Task requirements
Report every line of the records that includes the word "tools".

Collected data entries
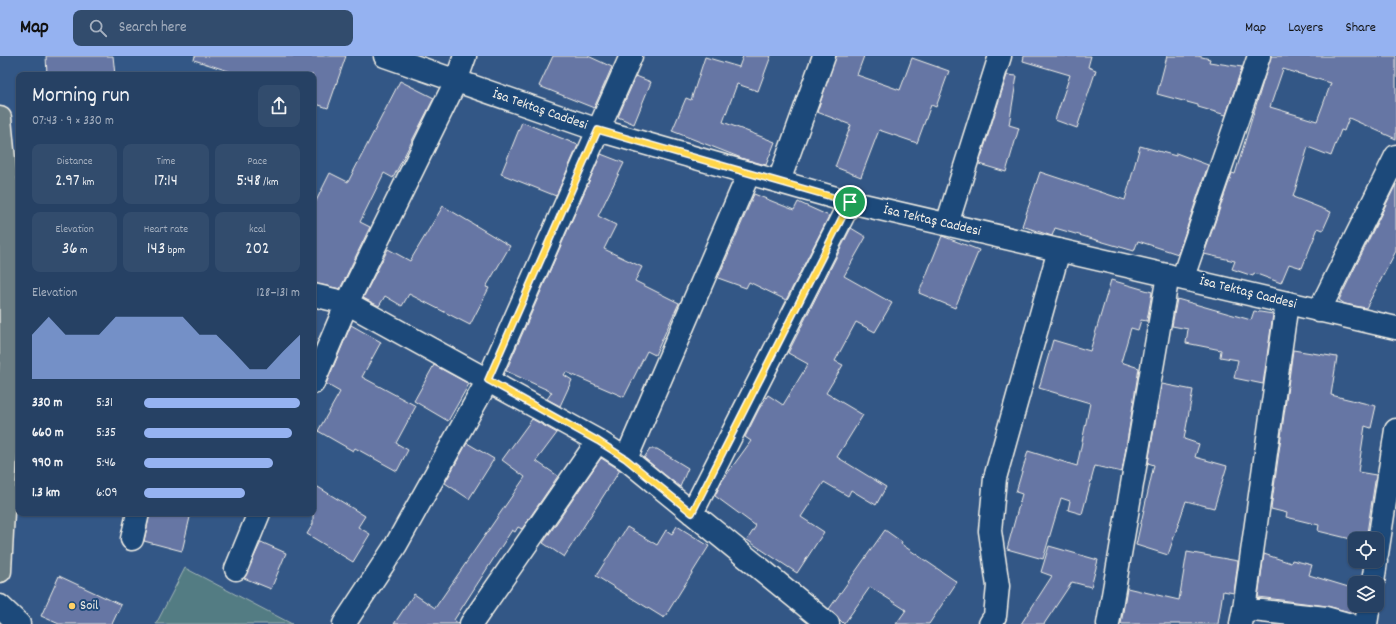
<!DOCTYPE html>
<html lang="en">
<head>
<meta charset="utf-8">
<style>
	:root { --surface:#264164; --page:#324c6d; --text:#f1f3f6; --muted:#a4afbf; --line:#425a78; --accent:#95b2f1 }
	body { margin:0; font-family:Dekko,sans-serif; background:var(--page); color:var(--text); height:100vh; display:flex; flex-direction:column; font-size:15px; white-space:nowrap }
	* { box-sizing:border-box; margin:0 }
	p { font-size:13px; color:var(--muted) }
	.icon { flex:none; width:22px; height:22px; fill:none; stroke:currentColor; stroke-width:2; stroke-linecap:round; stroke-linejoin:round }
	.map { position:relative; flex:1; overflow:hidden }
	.panel { position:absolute; left:16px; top:16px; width:300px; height:444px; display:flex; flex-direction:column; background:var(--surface); border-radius:8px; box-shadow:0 1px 3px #0004,0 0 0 1px var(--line) }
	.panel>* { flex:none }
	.tools { position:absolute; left:1348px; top:476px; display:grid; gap:8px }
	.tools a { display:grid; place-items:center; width:36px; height:36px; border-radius:8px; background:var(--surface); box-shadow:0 1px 3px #0004,0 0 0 1px var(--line); font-size:20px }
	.pin { position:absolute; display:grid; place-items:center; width:34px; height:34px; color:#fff; margin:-17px; border:2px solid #fff; border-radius:50%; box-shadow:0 1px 4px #0007 }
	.round { display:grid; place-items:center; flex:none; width:42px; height:42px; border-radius:8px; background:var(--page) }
	.overview { display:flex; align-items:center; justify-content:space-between; height:68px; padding:0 16px }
	h1 { font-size:22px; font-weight:600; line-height:30px }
	.stats { display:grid; grid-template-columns:repeat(3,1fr); gap:6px; height:68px; padding:4px 16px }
	.stats div { display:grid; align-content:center; border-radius:8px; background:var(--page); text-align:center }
	.stats b { font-size:17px; font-weight:600 }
	.stats small { font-size:11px; font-weight:400 }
	.stats p { font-size:11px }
	.chart { height:112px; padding:8px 16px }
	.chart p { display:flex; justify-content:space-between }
	.chart svg { width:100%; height:72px; margin-top:4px; fill:var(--accent); opacity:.7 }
	ul { padding:0 16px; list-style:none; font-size:13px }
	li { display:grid; grid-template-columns:64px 48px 1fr; align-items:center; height:30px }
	li i { height:10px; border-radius:5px; background:var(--accent) }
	header { display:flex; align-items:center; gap:24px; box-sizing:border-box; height:56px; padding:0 20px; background:var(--accent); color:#111 }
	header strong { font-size:19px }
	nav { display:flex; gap:22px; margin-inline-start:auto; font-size:14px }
	.search { width:280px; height:36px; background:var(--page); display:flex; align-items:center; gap:10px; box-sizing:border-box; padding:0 14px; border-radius:8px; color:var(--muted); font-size:15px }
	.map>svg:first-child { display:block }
</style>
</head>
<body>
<header>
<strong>Map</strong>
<div class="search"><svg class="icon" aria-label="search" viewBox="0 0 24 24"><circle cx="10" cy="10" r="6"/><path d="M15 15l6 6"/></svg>Search here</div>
<nav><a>Map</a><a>Layers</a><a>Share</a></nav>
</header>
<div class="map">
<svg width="1396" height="568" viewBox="0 0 1396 568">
	<rect width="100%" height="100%" fill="#335786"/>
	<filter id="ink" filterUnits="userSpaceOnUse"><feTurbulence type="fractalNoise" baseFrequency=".025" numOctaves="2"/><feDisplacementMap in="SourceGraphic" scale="8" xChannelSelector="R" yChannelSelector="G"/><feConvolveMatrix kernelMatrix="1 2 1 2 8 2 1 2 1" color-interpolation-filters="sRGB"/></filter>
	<g filter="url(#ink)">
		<!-- green -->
		<path fill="#527c83" stroke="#a3b6b6" d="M185 512 292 568H156Z"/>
		<!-- building -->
		<path fill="#6676a4" stroke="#f4f1e8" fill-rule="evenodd" d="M46 0H113L115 19H47Z
			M195 0H346L328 52 313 47V19H241L194 4Z
			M553 0H588L612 11 594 52 539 30Z
			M743 0H771L758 35 737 28 723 66 775 86 766 109 744 103 672 75 686 42 691 44 705 1 739 11Z
			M836 0H864L857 19 900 34 912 2 949 15 936 51 931 49 917 87 879 74 861 121 835 111 851 69 817 56Z
			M1024 0H1091L1088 11 1096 14 1077 72 1055 64 1070 19 1023 5Z
			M1167 0H1198L1210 3 1209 6 1242 11 1226 59 1198 51V49L1157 38Z
			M1271 0H1396V83L1349 62 1344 75 1341 74 1331 100 1308 91 1293 141 1331 156 1323 174 1318 172 1302 212 1289 208 1281 227 1254 217 1253 220 1232 213 1235 205 1204 198 1232 117 1235 118ZM1283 13 1331 27 1317 65 1270 51Z
			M1007 19 1017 20 1009 69 1019 72 1006 116 979 108Z
			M636 20 651 26 634 68 618 61Z
			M400 25 434 42 393 122 384 117 360 166 370 171 340 233 313 227V151L330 117 348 126Z
			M522 66 578 89 556 140 501 118Z
			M1140 90 1176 100V97L1208 109 1178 198 1138 185 1134 195 1055 172 1052 180 1022 170 1040 116 1125 144Z
			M601 98 624 107 598 160 616 169 604 193 642 211 635 225 679 247 655 299 647 295 624 341 566 316 564 319 572 324 560 350 547 343 552 336 506 315Z
			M1396 128V195L1366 252 1345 248 1339 244Z
			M754 138 794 154 798 146 829 160 786 244 749 226 746 232 718 222Z
			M443 150 510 190 486 231 489 232 470 269 409 238 402 250 385 240 379 250 363 242 388 193 410 205Z
			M851 172 866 181 844 220 892 247 875 276 856 266 835 305 843 309 826 337 863 359 837 401 886 431 876 449 851 434 848 440 824 426 801 461 824 476 797 517 747 484 756 470 715 440 722 425 751 385 745 381 759 353 768 339 783 349 808 308 788 297Z
			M942 180 979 194 955 252 919 237Z
			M1111 224 1152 236 1147 265 1141 264 1138 274 1131 272 1121 306 1139 312 1122 416 1095 410 1082 458 1068 454 1070 445 1061 442 1043 503 1007 493 1022 438 1016 436 1028 395 1077 410 1090 347 1039 332 1053 284 1090 295Z
			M1177 243 1251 264 1254 255 1273 258 1263 328 1234 322 1238 304 1220 301 1221 294 1186 287 1188 273 1172 270Z
			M351 269 381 286 362 321 416 350 396 387 408 394 397 415 355 392 353 395 318 375 340 336 326 328Z
			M1293 294 1337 301 1331 339 1376 350 1371 372 1365 370 1358 416 1376 419 1366 483 1355 484 1318 475 1319 469 1286 461 1287 457 1271 453Z
			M434 309 469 328 448 365 414 345Z
			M1162 328 1193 334 1184 383 1199 388 1195 401 1227 410 1214 452 1186 445 1168 499 1136 489 1154 409 1148 407Z
			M532 363 557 377 536 405 558 420 522 473 518 471 515 476 512 474 454 564 459 568H394L414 538 435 552 525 421 502 404Z
			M467 387 494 403 469 443 445 427Z
			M650 393H657L688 412 680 431 644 402Z
			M601 402 620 414 564 501 543 487Z
			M313 428 365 460 358 471 370 478 353 506 307 478 313 468Z
			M150 457H191L182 495 144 485Z
			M677 470 709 490 664 562 596 520 627 471 657 489 666 474 672 478Z
			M885 474 902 486 901 488 957 526 929 568H896L906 554 870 531 844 568 829 553Z
			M261 486 286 497 271 533 244 522Z
			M1049 490 1098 504 1091 531 1072 526 1044 568H1021L1052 520 1041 516Z
			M1187 496 1238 505 1234 537 1223 535 1218 568H1121L1127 532 1179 544Z
			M1264 498 1291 507 1292 504 1312 509 1309 519 1355 533V549L1353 557 1327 550 1258 541Z
			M59 520 121 549 112 568H59L41 560Z"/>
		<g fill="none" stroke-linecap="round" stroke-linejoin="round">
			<!-- street casing -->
			<g stroke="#f4f1e8" stroke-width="25">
				<path id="street" d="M779 125 824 0
					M947 168 1000 0
					M1183 221 1259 0
					M313 239 347 247 598 385 626 403 828 568
					M1319 255 1396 100
					M313 327 347 247 456 25 465 0
					M626 403 749 117
					M692 457 850 146
					M132 483 138 457
					M1377 498 1396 374
					M236 513 259 457
					M1373 527 1376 505
					M0 550 19 568
					M1244 553 1287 247
					M344 568 396 489 488 324 631 0
					M471 568 598 385
					M990 568 995 560 998 530 990 475 995 422 1059 194
					M1108 568 1168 219
					M1241 568 1244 553 1326 562 1348 568
					M1366 568 1369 549"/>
			</g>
			<!-- secondary casing -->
			<g stroke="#f4f1e8" stroke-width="25">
				<path id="secondary" d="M385 0 598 74 850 146 1396 272"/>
			</g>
			<!-- highway casing -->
			<g stroke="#f4f1e8" stroke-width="25">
				<path id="highway" d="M0 62 10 168 11 298 0 515"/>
			</g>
			<!-- street -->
			<use href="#street" stroke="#1f4a7a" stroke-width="22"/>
			<!-- secondary -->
			<use href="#secondary" stroke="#1f4a7a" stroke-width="22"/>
			<!-- highway -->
			<use href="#highway" stroke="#6c7e84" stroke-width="22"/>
		</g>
	</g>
	<g fill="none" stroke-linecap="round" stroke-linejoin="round" filter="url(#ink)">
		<!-- route casing -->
		<g stroke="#fff" stroke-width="8">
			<path id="route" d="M598 74 850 146 692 457 626 403 598 385 488 324Z"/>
		</g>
		<!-- route -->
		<use href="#route" stroke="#ffd54a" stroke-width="5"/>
	</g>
	<!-- markers -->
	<circle fill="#ffd166" stroke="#1f4a7a" stroke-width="1.5" cx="72" cy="550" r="4"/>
	<g text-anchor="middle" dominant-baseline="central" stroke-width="4" stroke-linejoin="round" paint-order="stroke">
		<!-- street labels -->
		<g font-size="14" fill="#f4f1e8" stroke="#1f4a7a">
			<text transform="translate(540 54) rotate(19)">İsa Tektaş Caddesi</text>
			<text transform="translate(932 165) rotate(13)">İsa Tektaş Caddesi</text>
			<text transform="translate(1248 237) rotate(14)">İsa Tektaş Caddesi</text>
		</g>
		<!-- poi labels -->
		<g font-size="14" fill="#f4f1e8" stroke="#1f4a7a" text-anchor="start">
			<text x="80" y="550">Soil</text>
		</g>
	</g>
</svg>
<div class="tools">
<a><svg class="icon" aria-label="locate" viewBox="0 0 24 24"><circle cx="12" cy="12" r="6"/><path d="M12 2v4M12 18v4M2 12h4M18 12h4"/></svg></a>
<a><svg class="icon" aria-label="layers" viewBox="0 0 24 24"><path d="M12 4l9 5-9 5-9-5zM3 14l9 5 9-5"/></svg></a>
</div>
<div class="pin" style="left:850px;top:146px;background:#1e9e55"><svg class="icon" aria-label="arrive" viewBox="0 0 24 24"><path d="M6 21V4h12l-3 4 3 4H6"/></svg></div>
<section class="panel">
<div class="overview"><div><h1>Morning run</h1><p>07:43 · 9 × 330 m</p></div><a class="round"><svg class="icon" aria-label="share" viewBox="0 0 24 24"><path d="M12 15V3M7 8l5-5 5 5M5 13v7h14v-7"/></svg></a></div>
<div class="stats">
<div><p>Distance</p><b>2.97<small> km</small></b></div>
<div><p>Time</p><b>17:14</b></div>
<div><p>Pace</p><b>5:48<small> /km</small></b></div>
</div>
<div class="stats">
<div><p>Elevation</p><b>36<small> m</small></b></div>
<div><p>Heart rate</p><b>143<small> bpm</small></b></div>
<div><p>kcal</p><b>202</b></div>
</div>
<div class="chart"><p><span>Elevation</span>128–131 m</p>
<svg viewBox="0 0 160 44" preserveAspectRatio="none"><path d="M0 44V17L10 6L20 17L30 17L40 17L50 6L60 6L70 6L80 6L90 6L100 17L110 17L120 27L130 38L140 38L150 27L160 17V44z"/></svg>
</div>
<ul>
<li><b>330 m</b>5:31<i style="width:100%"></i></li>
<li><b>660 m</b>5:35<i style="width:95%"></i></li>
<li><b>990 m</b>5:46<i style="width:83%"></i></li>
<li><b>1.3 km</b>6:09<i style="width:65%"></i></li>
</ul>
</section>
</div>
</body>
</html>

Output below
	.tools { position:absolute; left:1348px; top:476px; display:grid; gap:8px }
	.tools a { display:grid; place-items:center; width:36px; height:36px; border-radius:8px; background:var(--surface); box-shadow:0 1px 3px #0004,0 0 0 1px var(--line); font-size:20px }
<div class="tools">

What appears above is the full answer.